Au début des années 90, le cinéaste Jacques Godbout réalisait l’excellent documentaire Le Mouton noir, un témoignage historique fascinant qui, tel un vin de qualité, s’est bonifié avec le temps. À l’époque, il avait voulu fixer sur pellicule le climat d’effervescence politique qui régnait au Québec à la suite de l’échec de l’Accord du lac Meech et de la création de la Commission Bélanger-Campeau. L’horizon laissait alors poindre une souveraineté rayonnante. Mais comme le commentait le cinéaste sur des images de Fête nationale: "La fête a lieu le 25 juin, car hier, il y avait menace de pluie. Les Québécois sont prudents."

Onze ans plus tard, que sont devenus le Québec et les héritiers du mouton noir? On retrouve dans cet épilogue les jeunes loups passionnés de politique et avides de changement que l’on avait découverts dans Le Mouton noir: Jean-François Simard, Joseph Facal, Denis Coderre, Mario Dumont et Michel Bissonnette. À travers leurs propos, Godbout dresse un bilan et un état des lieux alors que, comme l’affirme Joseph Facal, un chapitre se referme puisque les générations qui ont fait la Révolution tranquille prennent tour à tour leur retraite. Il ajoute qu’avec le passage du temps, les colères s’atténuent et de nouveaux électeurs arrivent, pour qui faire l’indépendance n’a plus le même sens. En fait, le coeur du film se trouve là: la soif de changement d’un Québec confronté à des propositions dans lesquelles il ne se reconnaît plus.

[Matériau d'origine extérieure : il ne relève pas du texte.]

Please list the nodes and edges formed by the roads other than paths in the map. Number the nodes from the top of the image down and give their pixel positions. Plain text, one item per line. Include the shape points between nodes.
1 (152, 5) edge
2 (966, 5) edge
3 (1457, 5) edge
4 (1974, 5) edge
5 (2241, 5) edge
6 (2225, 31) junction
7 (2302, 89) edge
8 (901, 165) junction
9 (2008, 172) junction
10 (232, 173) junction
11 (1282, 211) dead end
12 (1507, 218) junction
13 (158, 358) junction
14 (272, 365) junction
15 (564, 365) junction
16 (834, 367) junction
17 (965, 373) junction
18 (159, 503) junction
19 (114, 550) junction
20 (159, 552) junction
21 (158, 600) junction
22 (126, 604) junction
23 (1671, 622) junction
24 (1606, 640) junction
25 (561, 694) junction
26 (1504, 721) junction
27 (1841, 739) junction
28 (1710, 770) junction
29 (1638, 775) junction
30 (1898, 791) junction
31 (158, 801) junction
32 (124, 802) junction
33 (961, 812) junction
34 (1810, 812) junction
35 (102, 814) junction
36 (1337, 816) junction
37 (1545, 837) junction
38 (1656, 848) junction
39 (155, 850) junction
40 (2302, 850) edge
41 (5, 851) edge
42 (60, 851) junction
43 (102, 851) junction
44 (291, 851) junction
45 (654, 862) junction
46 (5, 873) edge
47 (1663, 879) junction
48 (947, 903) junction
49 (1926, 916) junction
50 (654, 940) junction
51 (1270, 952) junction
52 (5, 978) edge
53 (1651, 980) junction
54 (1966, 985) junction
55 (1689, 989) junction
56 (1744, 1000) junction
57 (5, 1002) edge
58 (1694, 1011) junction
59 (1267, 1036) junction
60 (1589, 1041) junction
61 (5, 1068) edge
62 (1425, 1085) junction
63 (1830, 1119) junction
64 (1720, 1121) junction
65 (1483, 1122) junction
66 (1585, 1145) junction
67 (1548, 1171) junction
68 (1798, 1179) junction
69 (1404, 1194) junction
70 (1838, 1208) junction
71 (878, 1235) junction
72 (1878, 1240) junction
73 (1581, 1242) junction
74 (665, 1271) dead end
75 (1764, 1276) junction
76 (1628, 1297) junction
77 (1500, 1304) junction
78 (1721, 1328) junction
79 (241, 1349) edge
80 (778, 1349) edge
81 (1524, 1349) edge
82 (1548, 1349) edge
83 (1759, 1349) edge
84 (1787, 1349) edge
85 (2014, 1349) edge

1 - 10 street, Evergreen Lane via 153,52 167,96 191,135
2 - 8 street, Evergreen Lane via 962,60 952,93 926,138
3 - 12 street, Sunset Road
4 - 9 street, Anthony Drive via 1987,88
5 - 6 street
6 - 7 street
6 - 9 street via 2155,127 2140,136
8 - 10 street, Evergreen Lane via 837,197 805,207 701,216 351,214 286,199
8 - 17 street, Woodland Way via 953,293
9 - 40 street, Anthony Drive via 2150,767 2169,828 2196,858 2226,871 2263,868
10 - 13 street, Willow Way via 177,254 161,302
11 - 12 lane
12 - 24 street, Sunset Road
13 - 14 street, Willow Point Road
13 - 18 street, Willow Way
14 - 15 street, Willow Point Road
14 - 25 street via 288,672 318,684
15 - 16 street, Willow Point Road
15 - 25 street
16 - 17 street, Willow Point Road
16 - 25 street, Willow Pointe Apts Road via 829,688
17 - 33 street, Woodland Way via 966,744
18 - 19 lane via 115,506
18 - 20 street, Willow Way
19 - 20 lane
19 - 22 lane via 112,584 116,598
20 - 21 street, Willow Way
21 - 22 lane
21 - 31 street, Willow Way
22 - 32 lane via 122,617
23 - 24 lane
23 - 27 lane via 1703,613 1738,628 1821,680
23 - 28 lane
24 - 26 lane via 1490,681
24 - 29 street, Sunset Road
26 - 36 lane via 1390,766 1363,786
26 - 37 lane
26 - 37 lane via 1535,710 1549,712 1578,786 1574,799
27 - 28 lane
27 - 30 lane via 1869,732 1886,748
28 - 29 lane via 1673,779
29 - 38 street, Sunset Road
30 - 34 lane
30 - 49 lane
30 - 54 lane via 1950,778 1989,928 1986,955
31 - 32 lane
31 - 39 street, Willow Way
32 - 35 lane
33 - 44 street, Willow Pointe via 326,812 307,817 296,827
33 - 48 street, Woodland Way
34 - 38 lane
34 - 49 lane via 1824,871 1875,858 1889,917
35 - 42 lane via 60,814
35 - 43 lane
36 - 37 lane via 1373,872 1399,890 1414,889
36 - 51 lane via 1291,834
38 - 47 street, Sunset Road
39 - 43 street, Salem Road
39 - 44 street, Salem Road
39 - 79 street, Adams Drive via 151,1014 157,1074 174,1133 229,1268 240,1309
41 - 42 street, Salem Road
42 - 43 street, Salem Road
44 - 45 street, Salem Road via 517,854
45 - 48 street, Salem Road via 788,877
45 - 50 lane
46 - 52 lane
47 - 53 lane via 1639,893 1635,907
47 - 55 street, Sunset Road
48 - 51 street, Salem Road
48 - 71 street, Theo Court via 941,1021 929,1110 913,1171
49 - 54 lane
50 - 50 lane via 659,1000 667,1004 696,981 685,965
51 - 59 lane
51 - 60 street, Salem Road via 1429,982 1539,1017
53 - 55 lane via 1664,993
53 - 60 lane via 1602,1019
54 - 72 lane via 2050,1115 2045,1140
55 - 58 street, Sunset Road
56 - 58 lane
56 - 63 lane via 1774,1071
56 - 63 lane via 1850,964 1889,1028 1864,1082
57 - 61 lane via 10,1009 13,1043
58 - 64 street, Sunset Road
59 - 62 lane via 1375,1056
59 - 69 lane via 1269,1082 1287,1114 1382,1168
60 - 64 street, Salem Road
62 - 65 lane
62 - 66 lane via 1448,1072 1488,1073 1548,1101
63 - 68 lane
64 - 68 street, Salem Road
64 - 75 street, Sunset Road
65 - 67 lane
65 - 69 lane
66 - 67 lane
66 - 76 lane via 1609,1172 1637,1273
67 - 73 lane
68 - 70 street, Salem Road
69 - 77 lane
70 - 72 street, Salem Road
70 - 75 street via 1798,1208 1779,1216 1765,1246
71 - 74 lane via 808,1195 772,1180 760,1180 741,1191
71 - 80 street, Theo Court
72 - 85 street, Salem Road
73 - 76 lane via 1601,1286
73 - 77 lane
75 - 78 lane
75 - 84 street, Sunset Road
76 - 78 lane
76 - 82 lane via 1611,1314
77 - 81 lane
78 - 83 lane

C’est encore une fois une oeuvre achevée que nous offre Jacques Godbout (beaucoup moins longue que la précédente), qui s’adresse à un public averti et politisé. Le récit du documentaire débute un peu avant les élections d’avril 2003 et se termine quelques semaines après. Afin de dresser des ponts entre hier et aujourd’hui, Godbout pige dans les scènes du premier film. On est ainsi frappé par les propos que tenait Michel Bissonnette, alors chef des jeunes libéraux, répondant à la question: "Où te vois-tu dans 10 ans?" Il disait espérer ardemment être toujours aussi militant. Aujourd’hui producteur chez Zone 3 (producteur de Bunker), il confesse avoir un niveau d’intérêt beaucoup moins élevé pour la chose politique. Denys Arcand, aussi présent dans Le Mouton noir, interviewé sur le plateau de tournage des Invasions barbares, avoue également s’intéresser de moins en moins à la politique, tout comme les personnages de son film. Joseph Facal quitte son poste de ministre d’État à l’Administration et à la Fonction publique afin de se consacrer à sa famille et Jean-François Simard souhaite faire de la coopération internationale. Quant à Mario Dumont, il se remet tant bien que mal d’une cuisante défaite. On est bien loin de l’énergie et de la fougue politique qu’ils manifestaient tous en 1992. Quoique Denis Coderre, dans une séquence d’anthologie, nous explique l’analogie entre la boxe et la politique sur des images où, tout en sueur, il boxe au ralenti vers la caméra. Oui, à le voir se démener ainsi, le Canada, lui, semble bien se porter…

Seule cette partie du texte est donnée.